The Undiscovered Chekhov: Forty-Three New Stories
Translated by Peter Constantine
Foreword by Spalding Gray
Winner of the American Literary Translator Association's National Translation Award
The Undiscovered Chekhov gives us, in rich abundance, a new Chekhov. Peter Constantine's historic new collection presents 38 new stories and with them a fresh interpretation of the Russian master. In contrast to the brooding representative of a dying century we have seen over and over, here is Chekhov's work from the 1880s, when Chekhov was in his twenties and his writing was sharp, witty and innovative.
Many of the stories in The Undiscovered Chekhov reveal Chekhov as a keen modernist. Emphasizing impressions and the juxtaposition of incongruent elements, instead of the straight narrative his readers were used to, these stories upturned many of the assumptions of storytelling of the period.

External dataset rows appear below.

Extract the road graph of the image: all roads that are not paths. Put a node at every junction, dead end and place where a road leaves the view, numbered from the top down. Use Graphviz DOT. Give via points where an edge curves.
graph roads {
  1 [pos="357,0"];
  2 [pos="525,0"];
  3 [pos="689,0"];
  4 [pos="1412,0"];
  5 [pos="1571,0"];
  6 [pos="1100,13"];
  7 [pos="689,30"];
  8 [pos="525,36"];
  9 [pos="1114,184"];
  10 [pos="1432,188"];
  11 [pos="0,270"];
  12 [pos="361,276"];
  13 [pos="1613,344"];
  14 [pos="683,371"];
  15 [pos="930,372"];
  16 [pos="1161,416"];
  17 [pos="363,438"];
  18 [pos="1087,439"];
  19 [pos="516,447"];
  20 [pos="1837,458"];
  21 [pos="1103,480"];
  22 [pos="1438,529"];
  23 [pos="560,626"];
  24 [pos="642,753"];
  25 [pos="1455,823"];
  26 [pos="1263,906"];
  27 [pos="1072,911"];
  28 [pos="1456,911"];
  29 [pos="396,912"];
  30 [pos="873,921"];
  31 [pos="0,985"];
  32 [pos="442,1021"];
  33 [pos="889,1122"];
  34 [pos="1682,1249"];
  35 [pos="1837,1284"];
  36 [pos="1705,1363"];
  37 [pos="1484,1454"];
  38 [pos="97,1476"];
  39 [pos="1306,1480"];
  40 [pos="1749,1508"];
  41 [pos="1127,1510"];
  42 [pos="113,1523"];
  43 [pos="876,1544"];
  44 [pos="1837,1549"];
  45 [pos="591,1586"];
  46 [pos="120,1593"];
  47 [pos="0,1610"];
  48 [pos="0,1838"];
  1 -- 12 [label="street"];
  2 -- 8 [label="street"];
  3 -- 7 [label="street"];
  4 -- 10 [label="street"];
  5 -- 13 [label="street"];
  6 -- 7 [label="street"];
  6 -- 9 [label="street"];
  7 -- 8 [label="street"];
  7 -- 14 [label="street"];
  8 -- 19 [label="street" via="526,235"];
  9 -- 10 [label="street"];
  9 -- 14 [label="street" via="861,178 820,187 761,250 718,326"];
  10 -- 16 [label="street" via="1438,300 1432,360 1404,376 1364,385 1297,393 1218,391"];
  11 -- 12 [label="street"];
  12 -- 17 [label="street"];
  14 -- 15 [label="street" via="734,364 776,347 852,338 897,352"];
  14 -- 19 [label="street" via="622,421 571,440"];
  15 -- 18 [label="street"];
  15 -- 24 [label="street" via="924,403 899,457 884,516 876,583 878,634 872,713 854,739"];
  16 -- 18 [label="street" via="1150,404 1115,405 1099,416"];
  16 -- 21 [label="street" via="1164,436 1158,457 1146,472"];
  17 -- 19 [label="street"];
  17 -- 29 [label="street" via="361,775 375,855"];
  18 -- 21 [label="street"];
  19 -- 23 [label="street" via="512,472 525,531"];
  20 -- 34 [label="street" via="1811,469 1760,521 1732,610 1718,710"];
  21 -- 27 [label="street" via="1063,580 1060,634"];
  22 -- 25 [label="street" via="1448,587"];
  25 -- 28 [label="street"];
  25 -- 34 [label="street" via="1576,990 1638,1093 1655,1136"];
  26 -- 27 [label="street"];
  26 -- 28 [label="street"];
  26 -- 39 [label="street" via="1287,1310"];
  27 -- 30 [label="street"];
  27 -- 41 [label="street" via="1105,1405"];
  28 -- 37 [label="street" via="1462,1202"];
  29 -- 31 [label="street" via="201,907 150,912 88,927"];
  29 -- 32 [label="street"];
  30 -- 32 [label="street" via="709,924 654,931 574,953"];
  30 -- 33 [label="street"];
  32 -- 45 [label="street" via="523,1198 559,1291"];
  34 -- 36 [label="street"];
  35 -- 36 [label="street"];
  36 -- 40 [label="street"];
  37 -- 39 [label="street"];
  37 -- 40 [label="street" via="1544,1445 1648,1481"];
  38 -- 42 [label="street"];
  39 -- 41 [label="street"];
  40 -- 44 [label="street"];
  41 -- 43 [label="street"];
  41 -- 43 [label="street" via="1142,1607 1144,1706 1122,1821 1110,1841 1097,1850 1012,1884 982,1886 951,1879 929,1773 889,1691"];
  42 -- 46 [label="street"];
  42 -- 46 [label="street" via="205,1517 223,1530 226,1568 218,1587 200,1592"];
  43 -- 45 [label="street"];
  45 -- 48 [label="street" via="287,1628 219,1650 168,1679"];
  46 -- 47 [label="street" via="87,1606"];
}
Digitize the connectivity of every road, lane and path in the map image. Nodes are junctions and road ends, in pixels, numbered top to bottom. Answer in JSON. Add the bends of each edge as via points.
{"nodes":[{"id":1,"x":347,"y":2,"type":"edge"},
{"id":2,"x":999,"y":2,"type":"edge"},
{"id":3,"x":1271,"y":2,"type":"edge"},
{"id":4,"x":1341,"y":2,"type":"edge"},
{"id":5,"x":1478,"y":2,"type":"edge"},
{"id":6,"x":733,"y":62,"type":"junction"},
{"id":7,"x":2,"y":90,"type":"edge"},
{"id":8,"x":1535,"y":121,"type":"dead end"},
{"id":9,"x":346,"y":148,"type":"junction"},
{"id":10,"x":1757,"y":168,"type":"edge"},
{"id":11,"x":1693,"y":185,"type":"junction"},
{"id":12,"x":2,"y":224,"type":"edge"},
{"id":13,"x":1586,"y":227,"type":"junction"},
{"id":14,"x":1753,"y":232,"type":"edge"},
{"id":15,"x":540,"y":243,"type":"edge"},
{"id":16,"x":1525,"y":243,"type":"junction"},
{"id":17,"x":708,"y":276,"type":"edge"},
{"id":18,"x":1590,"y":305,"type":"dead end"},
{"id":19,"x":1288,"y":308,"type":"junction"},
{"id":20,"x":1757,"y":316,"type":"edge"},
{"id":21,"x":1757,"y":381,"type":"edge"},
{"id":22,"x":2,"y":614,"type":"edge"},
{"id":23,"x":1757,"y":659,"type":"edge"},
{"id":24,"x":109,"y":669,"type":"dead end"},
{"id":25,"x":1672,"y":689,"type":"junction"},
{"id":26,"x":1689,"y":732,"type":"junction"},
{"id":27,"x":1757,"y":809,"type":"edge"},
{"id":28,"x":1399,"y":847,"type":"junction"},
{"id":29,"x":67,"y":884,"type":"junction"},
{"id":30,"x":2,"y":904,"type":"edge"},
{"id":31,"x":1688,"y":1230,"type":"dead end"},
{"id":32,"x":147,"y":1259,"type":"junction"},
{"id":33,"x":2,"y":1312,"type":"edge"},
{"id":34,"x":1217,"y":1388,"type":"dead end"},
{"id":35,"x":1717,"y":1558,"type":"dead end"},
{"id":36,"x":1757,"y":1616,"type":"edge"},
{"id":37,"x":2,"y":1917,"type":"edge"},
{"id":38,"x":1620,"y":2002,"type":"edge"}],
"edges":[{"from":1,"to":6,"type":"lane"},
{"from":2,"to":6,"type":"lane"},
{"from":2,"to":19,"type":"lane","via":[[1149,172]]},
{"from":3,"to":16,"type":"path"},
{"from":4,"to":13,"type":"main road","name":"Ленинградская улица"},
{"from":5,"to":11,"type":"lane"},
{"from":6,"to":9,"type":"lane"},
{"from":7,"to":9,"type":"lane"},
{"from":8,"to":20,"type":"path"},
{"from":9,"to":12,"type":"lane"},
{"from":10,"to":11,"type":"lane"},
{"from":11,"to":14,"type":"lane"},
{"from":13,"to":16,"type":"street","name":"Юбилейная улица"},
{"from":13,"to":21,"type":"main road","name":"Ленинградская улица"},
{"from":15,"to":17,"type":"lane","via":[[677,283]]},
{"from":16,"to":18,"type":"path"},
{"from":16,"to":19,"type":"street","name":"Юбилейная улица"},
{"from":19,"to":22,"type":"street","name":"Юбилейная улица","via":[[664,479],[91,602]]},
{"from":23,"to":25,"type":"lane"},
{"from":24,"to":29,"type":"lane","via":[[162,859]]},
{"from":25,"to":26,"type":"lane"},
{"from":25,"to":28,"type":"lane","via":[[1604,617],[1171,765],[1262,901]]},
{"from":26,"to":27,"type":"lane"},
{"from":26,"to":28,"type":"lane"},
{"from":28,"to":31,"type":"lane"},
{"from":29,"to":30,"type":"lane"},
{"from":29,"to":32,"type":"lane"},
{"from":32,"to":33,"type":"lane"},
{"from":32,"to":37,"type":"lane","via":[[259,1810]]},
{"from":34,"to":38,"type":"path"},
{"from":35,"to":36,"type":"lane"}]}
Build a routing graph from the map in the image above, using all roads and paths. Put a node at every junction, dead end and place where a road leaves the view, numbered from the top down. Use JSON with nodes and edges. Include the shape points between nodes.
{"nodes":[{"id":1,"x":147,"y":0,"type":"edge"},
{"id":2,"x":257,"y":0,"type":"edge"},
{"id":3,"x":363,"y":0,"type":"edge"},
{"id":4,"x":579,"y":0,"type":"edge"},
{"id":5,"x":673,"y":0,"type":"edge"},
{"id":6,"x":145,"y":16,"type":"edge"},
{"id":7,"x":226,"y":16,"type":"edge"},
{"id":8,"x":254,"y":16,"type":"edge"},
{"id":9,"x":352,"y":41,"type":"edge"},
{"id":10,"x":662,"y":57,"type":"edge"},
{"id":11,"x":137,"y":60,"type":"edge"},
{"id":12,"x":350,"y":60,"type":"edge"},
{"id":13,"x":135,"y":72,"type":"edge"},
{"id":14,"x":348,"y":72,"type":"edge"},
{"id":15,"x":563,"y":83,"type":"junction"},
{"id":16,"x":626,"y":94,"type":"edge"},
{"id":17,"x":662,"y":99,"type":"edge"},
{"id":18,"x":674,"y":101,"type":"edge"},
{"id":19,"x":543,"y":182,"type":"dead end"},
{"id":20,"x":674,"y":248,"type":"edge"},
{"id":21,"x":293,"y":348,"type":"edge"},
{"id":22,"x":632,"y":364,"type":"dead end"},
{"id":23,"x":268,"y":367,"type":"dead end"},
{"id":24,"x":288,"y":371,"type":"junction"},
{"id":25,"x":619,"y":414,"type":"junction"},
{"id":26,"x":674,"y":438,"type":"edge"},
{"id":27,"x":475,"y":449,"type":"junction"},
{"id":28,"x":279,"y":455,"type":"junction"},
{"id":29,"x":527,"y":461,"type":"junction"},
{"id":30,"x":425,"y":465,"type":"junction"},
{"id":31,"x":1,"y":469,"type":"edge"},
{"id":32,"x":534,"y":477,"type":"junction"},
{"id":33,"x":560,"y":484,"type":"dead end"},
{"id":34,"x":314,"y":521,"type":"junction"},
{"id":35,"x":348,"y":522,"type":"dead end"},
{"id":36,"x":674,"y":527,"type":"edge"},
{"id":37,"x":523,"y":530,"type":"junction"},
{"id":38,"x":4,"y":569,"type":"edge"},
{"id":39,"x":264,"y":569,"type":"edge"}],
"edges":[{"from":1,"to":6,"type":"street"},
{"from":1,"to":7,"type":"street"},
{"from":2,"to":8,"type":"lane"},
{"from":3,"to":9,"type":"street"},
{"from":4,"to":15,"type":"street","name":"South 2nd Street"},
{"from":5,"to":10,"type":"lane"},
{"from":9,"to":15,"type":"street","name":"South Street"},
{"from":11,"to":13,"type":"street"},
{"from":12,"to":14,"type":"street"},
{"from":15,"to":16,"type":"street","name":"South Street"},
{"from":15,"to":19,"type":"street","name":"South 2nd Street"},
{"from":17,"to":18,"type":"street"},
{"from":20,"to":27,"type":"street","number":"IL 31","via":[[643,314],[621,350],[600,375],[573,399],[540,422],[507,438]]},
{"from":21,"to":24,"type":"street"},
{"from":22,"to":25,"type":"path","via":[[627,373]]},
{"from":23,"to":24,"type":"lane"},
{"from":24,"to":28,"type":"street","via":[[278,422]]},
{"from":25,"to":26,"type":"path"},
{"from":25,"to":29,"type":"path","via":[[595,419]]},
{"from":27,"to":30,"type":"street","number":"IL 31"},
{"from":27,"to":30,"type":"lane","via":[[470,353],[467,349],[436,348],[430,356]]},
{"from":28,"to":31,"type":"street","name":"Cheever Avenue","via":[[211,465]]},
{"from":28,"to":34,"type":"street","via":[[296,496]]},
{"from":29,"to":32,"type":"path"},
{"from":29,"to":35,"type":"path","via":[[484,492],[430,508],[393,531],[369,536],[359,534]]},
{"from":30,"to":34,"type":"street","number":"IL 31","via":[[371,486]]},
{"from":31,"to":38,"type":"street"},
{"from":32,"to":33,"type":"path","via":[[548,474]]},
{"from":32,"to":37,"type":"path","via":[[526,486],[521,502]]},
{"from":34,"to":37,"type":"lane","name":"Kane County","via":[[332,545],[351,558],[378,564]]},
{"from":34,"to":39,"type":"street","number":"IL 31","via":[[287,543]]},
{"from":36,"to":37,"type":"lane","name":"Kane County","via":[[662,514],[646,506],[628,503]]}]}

The Russian literary giants of the nineteenth century—Tolstoy, Pushkin, Gogol, Turgenev, Dostoevsky—had all come from the nobility. Chekhov was the grandson of a serf. Chekhov's father had gone bankrupt, moving with the rest of the family to Moscow, leaving sixteen-year-old Anton destitute and penniless. Three years later, Chekhov was able to secure a scholarship and joined them, immediately becoming the chief support of the family, largely by selling his stories to magazines. The stories that make up this collection are the harvest of Chekhov's young maturity—the period when he studied and then practiced medicine—which made him a literary star and led to his winning the Pushkin Prize in 1888.
Here is "Sarah Bernhardt Comes to Town," written as a series of telegrams, beginning with "Have been drinking to Sarah's health all week! Enchanting! She actually dies standing up!" In "Confession," a thirty-nine year old bachelor recounts some of the fifteen times chance foiled his marriage plans. In "How I Came to be Lawfully Wed," a couple reminisces about the day they vowed to resist their parents' plans that they should marry. And in the more familiarly Chekhovian "Autumn," an alcoholic landowner fallen low and a peasant from his village meet far from home in a sad and haunting reunion in which the action of the story is far less important than the powerful impression it leaves with the reader that each man must live his life and has his reasons.